Summary
holding that an order designating a defendant a sexual predator was "entered after defendant was convicted and sentenced" and "is therefore appealable as an order entered after a `finding of guilt,' pursuant to rule 9.140(b)(C)"
Summary of this case from State v. RobinsonOpinion
Case No. 97-1450
Opinion filed November 5, 1997
Appeal from the Circuit Court for the Seventeenth Judicial Circuit, Broward County; Joyce Julian, Judge; L.T. Case No. 94-9986CF10A
Richard L. Jorandby, Public Defender, and Bernard Fernandez, Assistant Public Defender, West Palm Beach, for appellant.
Robert A. Butterworth, Attorney General, Tallahassee, and Jeanine M. Germanowicz, Assistant Attorney General, West Palm Beach, for appellee.
ORDER DENYING MOTION TO DISMISS APPEAL
Defendant appeals an order in which the trial court found him to be a sexual predator pursuant to section 775.21, Florida Statutes (Supp. 1996). The state moves to dismiss the appeal on the ground that the order is not appealable.

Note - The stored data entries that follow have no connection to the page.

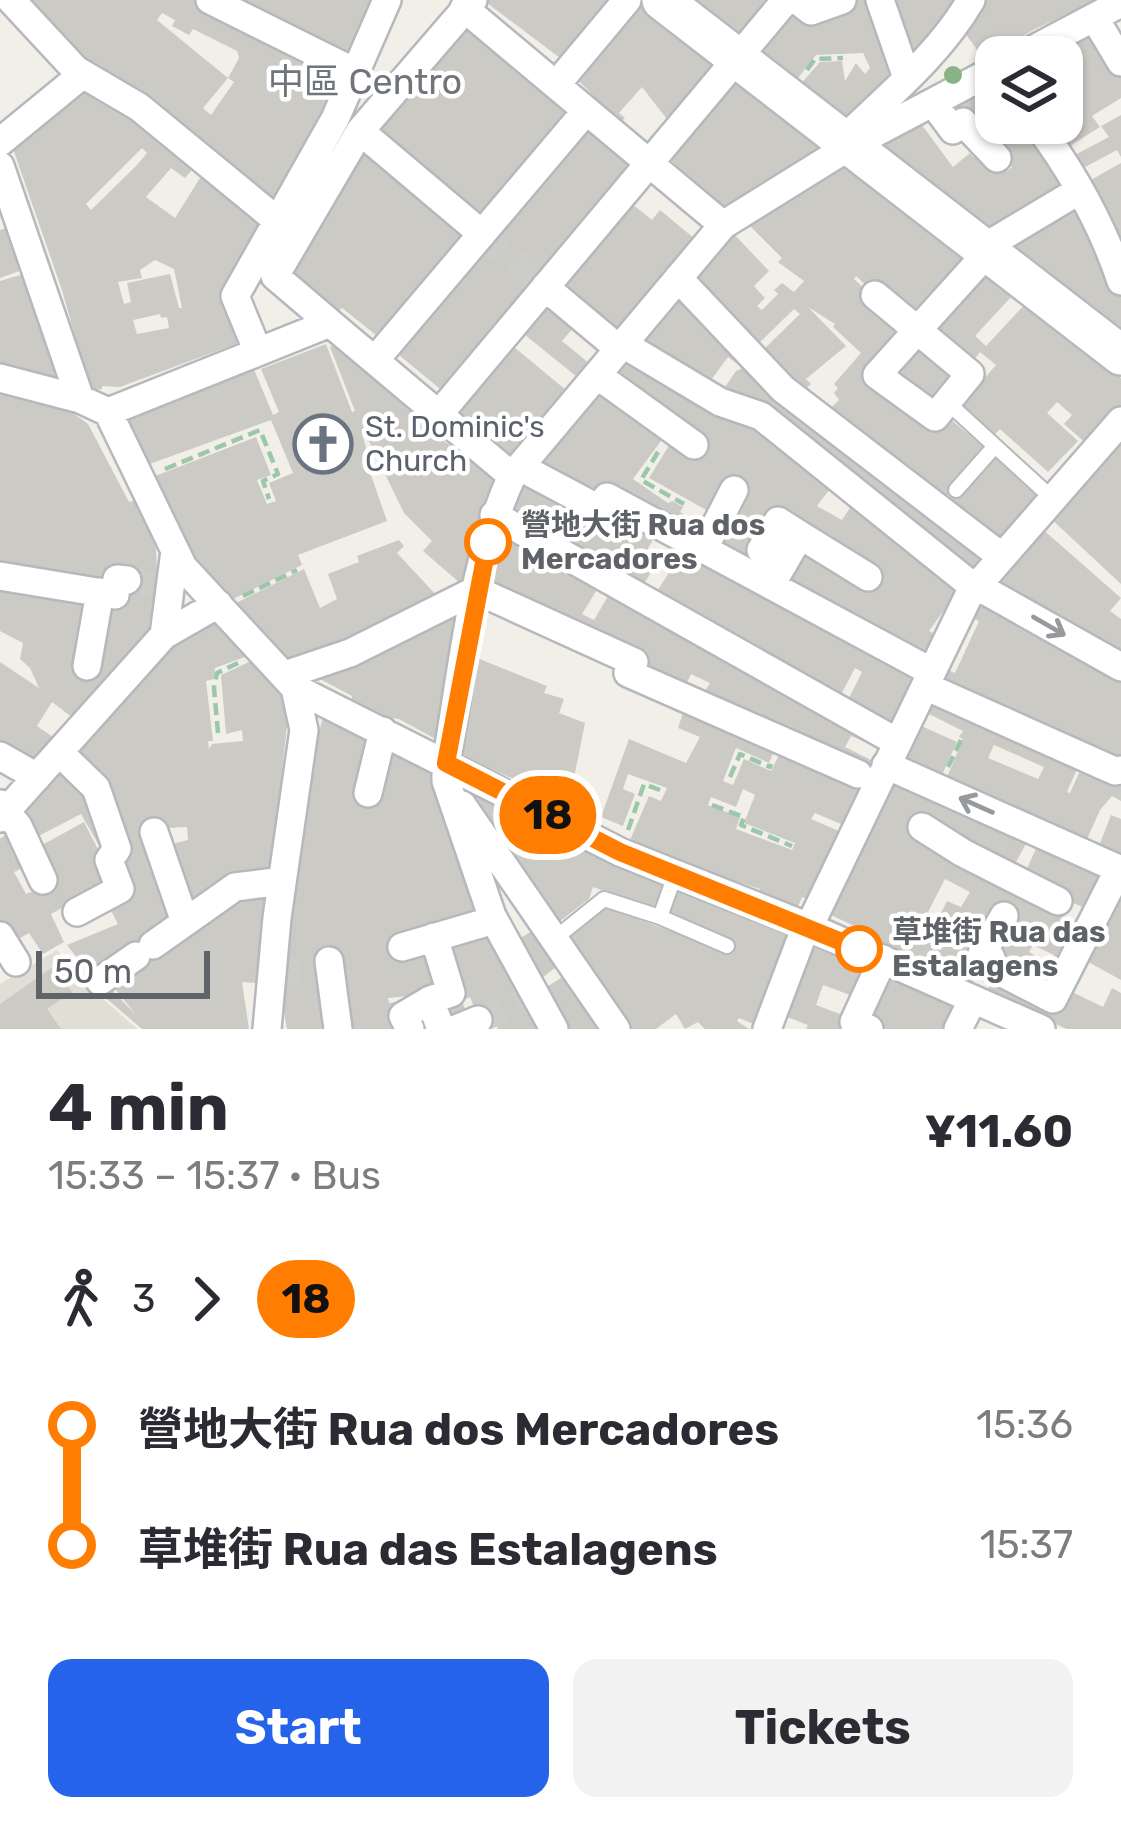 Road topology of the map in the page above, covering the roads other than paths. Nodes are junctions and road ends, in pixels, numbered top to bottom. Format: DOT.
graph roads {
  1 [pos="11,0"];
  2 [pos="210,0"];
  3 [pos="387,0"];
  4 [pos="627,0"];
  5 [pos="662,0"];
  6 [pos="842,0"];
  7 [pos="880,0"];
  8 [pos="971,0"];
  9 [pos="1121,3"];
  10 [pos="468,4"];
  11 [pos="798,4"];
  12 [pos="1094,17"];
  13 [pos="948,34"];
  14 [pos="1058,36"];
  15 [pos="975,57"];
  16 [pos="737,58"];
  17 [pos="1121,62"];
  18 [pos="355,73"];
  19 [pos="83,74"];
  20 [pos="907,78"];
  21 [pos="975,81"];
  22 [pos="556,85"];
  23 [pos="933,103"];
  24 [pos="586,111"];
  25 [pos="360,131"];
  26 [pos="0,142"];
  27 [pos="847,143"];
  28 [pos="1050,144"];
  29 [pos="997,158"];
  30 [pos="648,164"];
  31 [pos="0,166"];
  32 [pos="1080,190"];
  33 [pos="722,225"];
  34 [pos="288,230"];
  35 [pos="482,234"];
  36 [pos="985,250"];
  37 [pos="678,278"];
  38 [pos="1121,281"];
  39 [pos="545,287"];
  40 [pos="874,295"];
  41 [pos="330,323"];
  42 [pos="917,330"];
  43 [pos="621,346"];
  44 [pos="258,352"];
  45 [pos="1121,355"];
  46 [pos="375,360"];
  47 [pos="597,375"];
  48 [pos="0,378"];
  49 [pos="80,399"];
  50 [pos="941,409"];
  51 [pos="108,412"];
  52 [pos="439,414"];
  53 [pos="1121,422"];
  54 [pos="682,439"];
  55 [pos="995,446"];
  56 [pos="516,472"];
  57 [pos="734,490"];
  58 [pos="956,490"];
  59 [pos="1053,499"];
  60 [pos="494,514"];
  61 [pos="175,550"];
  62 [pos="704,550"];
  63 [pos="1002,557"];
  64 [pos="778,574"];
  65 [pos="0,576"];
  66 [pos="868,577"];
  67 [pos="127,580"];
  68 [pos="976,587"];
  69 [pos="476,590"];
  70 [pos="100,592"];
  71 [pos="219,606"];
  72 [pos="164,635"];
  73 [pos="87,666"];
  74 [pos="1121,667"];
  75 [pos="928,679"];
  76 [pos="290,681"];
  77 [pos="382,731"];
  78 [pos="59,752"];
  79 [pos="892,753"];
  80 [pos="0,756"];
  81 [pos="1118,770"];
  82 [pos="446,772"];
  83 [pos="858,774"];
  84 [pos="37,777"];
  85 [pos="368,794"];
  86 [pos="3,810"];
  87 [pos="922,827"];
  88 [pos="154,832"];
  89 [pos="1036,832"];
  90 [pos="1120,870"];
  91 [pos="675,874"];
  92 [pos="1015,879"];
  93 [pos="43,880"];
  94 [pos="282,881"];
  95 [pos="1058,901"];
  96 [pos="77,912"];
  97 [pos="1004,916"];
  98 [pos="660,917"];
  99 [pos="494,920"];
  100 [pos="185,922"];
  101 [pos="808,927"];
  102 [pos="0,936"];
  103 [pos="434,937"];
  104 [pos="553,940"];
  105 [pos="727,946"];
  106 [pos="401,947"];
  107 [pos="883,959"];
  108 [pos="329,961"];
  109 [pos="16,962"];
  110 [pos="987,965"];
  111 [pos="571,966"];
  112 [pos="100,981"];
  113 [pos="533,990"];
  114 [pos="972,999"];
  115 [pos="430,1000"];
  116 [pos="267,1029"];
  117 [pos="338,1029"];
  118 [pos="410,1029"];
  119 [pos="441,1029"];
  120 [pos="554,1029"];
  121 [pos="616,1029"];
  122 [pos="767,1029"];
  123 [pos="868,1029"];
  124 [pos="958,1029"];
  125 [pos="1041,1029"];
  1 -- 19 [label="street"];
  2 -- 18 [label="street"];
  3 -- 18 [label="street"];
  4 -- 22 [label="street"];
  5 -- 16 [label="main road"];
  6 -- 11 [label="street"];
  7 -- 20 [label="street"];
  8 -- 13 [label="street"];
  9 -- 12 [label="street"];
  10 -- 22 [label="street"];
  10 -- 25 [label="street"];
  11 -- 16 [label="street"];
  12 -- 14 [label="street"];
  12 -- 17 [label="street"];
  13 -- 15 [label="street"];
  13 -- 20 [label="street"];
  16 -- 27 [label="main road"];
  16 -- 30 [label="street"];
  18 -- 34 [label="street"];
  19 -- 26 [label="street"];
  19 -- 34 [label="street"];
  20 -- 27 [label="street"];
  21 -- 23 [label="street"];
  22 -- 24 [label="street"];
  23 -- 27 [label="street"];
  23 -- 29 [label="street"];
  24 -- 30 [label="street"];
  24 -- 35 [label="street"];
  25 -- 34 [label="street"];
  25 -- 35 [label="street"];
  27 -- 33 [label="street"];
  27 -- 36 [label="main road"];
  28 -- 32 [label="street"];
  30 -- 33 [label="street"];
  30 -- 39 [label="street"];
  31 -- 49 [label="street"];
  32 -- 36 [label="street"];
  32 -- 38 [label="street"];
  33 -- 37 [label="street"];
  34 -- 41 [label="street"];
  34 -- 44 [label="street"];
  35 -- 46 [label="street"];
  36 -- 42 [label="street"];
  36 -- 45 [label="main road"];
  37 -- 43 [label="street"];
  37 -- 63 [label="street"];
  39 -- 43 [label="street"];
  39 -- 52 [label="street"];
  40 -- 42 [label="street"];
  41 -- 44 [label="street"];
  41 -- 46 [label="street"];
  42 -- 50 [label="street"];
  42 -- 50 [label="street"];
  43 -- 47 [label="street"];
  43 -- 68 [label="street"];
  44 -- 51 [label="street"];
  46 -- 52 [label="street"];
  47 -- 54 [label="street"];
  47 -- 56 [label="street"];
  48 -- 49 [label="street"];
  49 -- 51 [label="street"];
  50 -- 55 [label="lane"];
  51 -- 61 [label="street"];
  52 -- 56 [label="street"];
  53 -- 59 [label="street"];
  55 -- 58 [label="lane"];
  55 -- 59 [label="lane"];
  56 -- 60 [label="street"];
  56 -- 62 [label="street"];
  57 -- 62 [label="street"];
  59 -- 63 [label="street"];
  60 -- 69 [label="street"];
  60 -- 79 [label="street"];
  61 -- 71 [label="street"];
  61 -- 72 [label="street"];
  62 -- 64 [label="street"];
  63 -- 68 [label="street"];
  64 -- 66 [label="street"];
  64 -- 75 [label="street"];
  65 -- 70 [label="street"];
  67 -- 70 [label="street"];
  68 -- 74 [label="street, one-way"];
  68 -- 75 [label="street"];
  69 -- 76 [label="street"];
  69 -- 82 [label="street"];
  69 -- 83 [label="street"];
  70 -- 73 [label="street"];
  71 -- 72 [label="street"];
  71 -- 76 [label="street"];
  72 -- 78 [label="street"];
  75 -- 79 [label="street"];
  75 -- 81 [label="street"];
  76 -- 77 [label="street"];
  76 -- 94 [label="street"];
  77 -- 82 [label="street"];
  77 -- 85 [label="street"];
  78 -- 84 [label="street"];
  78 -- 96 [label="street"];
  89 -- 79 [label="street, one-way"];
  79 -- 101 [label="street"];
  80 -- 84 [label="street"];
  82 -- 91 [label="street"];
  82 -- 99 [label="street"];
  82 -- 104 [label="street"];
  84 -- 86 [label="street"];
  86 -- 93 [label="street"];
  87 -- 92 [label="street"];
  88 -- 100 [label="street"];
  89 -- 90 [label="street"];
  89 -- 92 [label="street"];
  90 -- 110 [label="street"];
  91 -- 98 [label="lane"];
  91 -- 101 [label="street"];
  92 -- 95 [label="street"];
  94 -- 100 [label="street"];
  94 -- 116 [label="street"];
  97 -- 110 [label="street"];
  98 -- 104 [label="lane"];
  98 -- 105 [label="lane"];
  99 -- 103 [label="street"];
  99 -- 113 [label="street"];
  100 -- 112 [label="street"];
  101 -- 107 [label="street"];
  101 -- 122 [label="street"];
  102 -- 109 [label="street"];
  103 -- 106 [label="street"];
  103 -- 115 [label="street"];
  104 -- 111 [label="street"];
  107 -- 114 [label="street"];
  107 -- 123 [label="street"];
  108 -- 117 [label="street"];
  110 -- 114 [label="street"];
  111 -- 113 [label="street"];
  111 -- 121 [label="street"];
  113 -- 120 [label="street"];
  114 -- 124 [label="street"];
  114 -- 125 [label="street"];
  115 -- 118 [label="street"];
  115 -- 119 [label="street"];
}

The state's motion to dismiss, which contains no argument, simply states that the order is not appealable under either section 924.06, Florida Statutes (1993) or rule 9.140(b), Florida Rules of Appellate Procedure.

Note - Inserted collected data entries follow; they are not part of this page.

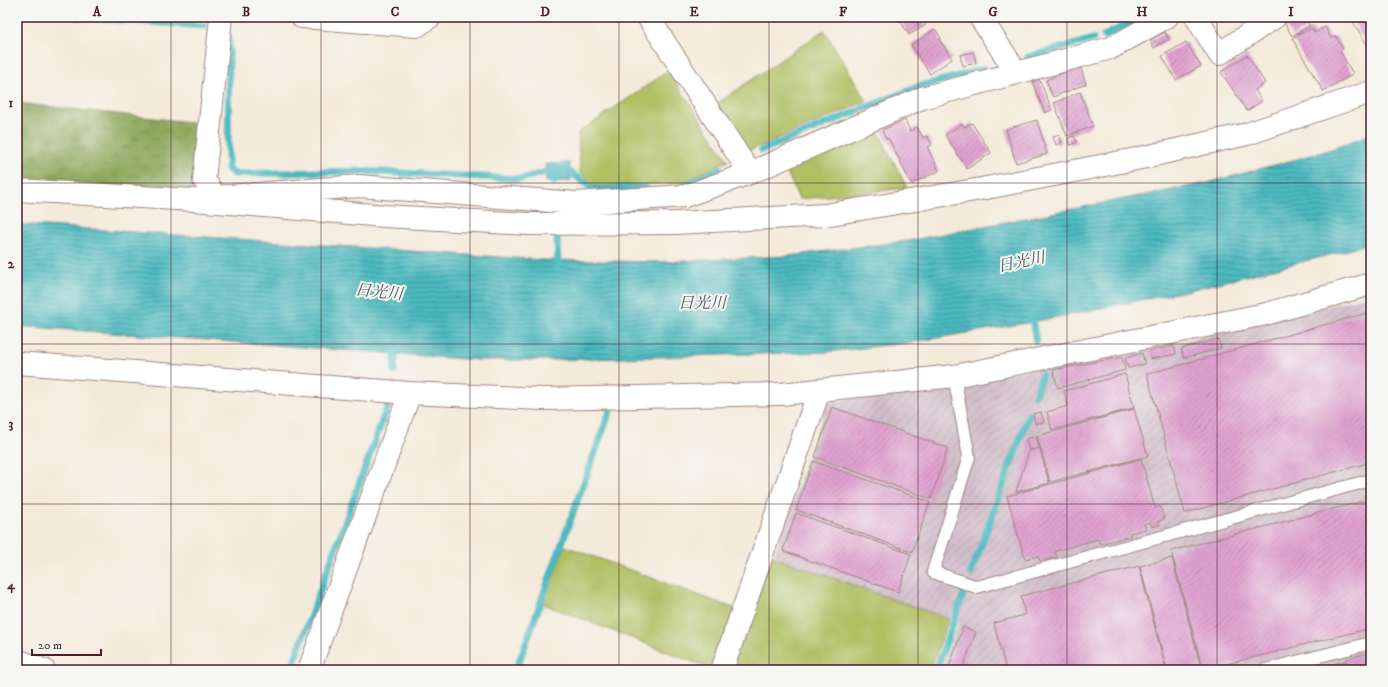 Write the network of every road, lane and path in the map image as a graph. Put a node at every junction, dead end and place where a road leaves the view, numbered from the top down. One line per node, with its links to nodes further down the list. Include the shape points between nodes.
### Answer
1 (221, 17): 11 (street, via 204,180 216,197 359,186 575,203 685,196)
2 (302, 17): 3 (street, via 417,26)
3 (430, 17)
4 (648, 17): 11 (street)
5 (980, 17): 9 (street)
6 (1167, 17): 9 (street, via 1111,48)
7 (1196, 17): 8 (street, via 1219,54)
8 (1275, 17)
9 (1016, 72): 11 (street, via 922,98)
10 (1371, 92): 12 (street, via 1248,134 981,189 825,215 676,223 529,224)
11 (750, 172)
12 (17, 190)
13 (1371, 284): 15 (street, via 1266,314)
14 (17, 363): 17 (street)
15 (954, 376): 16 (street); 18 (lane, via 969,457 933,572 977,587)
16 (819, 391): 17 (street, via 543,399); 23 (street)
17 (410, 393): 22 (street)
18 (1371, 480)
19 (1371, 643): 24 (lane)
20 (17, 660): 21 (street)
21 (44, 670)
22 (309, 670)
23 (722, 670)
24 (1265, 670)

Rule 9.140(b)(1)(C) provides that a defendant may appeal "orders entered after final judgment or finding guilt, including orders revoking or modifying probation or community control, or both." The order in the present case was entered after defendant was convicted and sentenced. It is therefore appealable as an order entered after a "finding of guilt," pursuant to rule 9.140(b)(1)(C). The motion to dismiss appeal is denied.
GUNTHER, KLEIN and SHAHOOD, JJ., concur.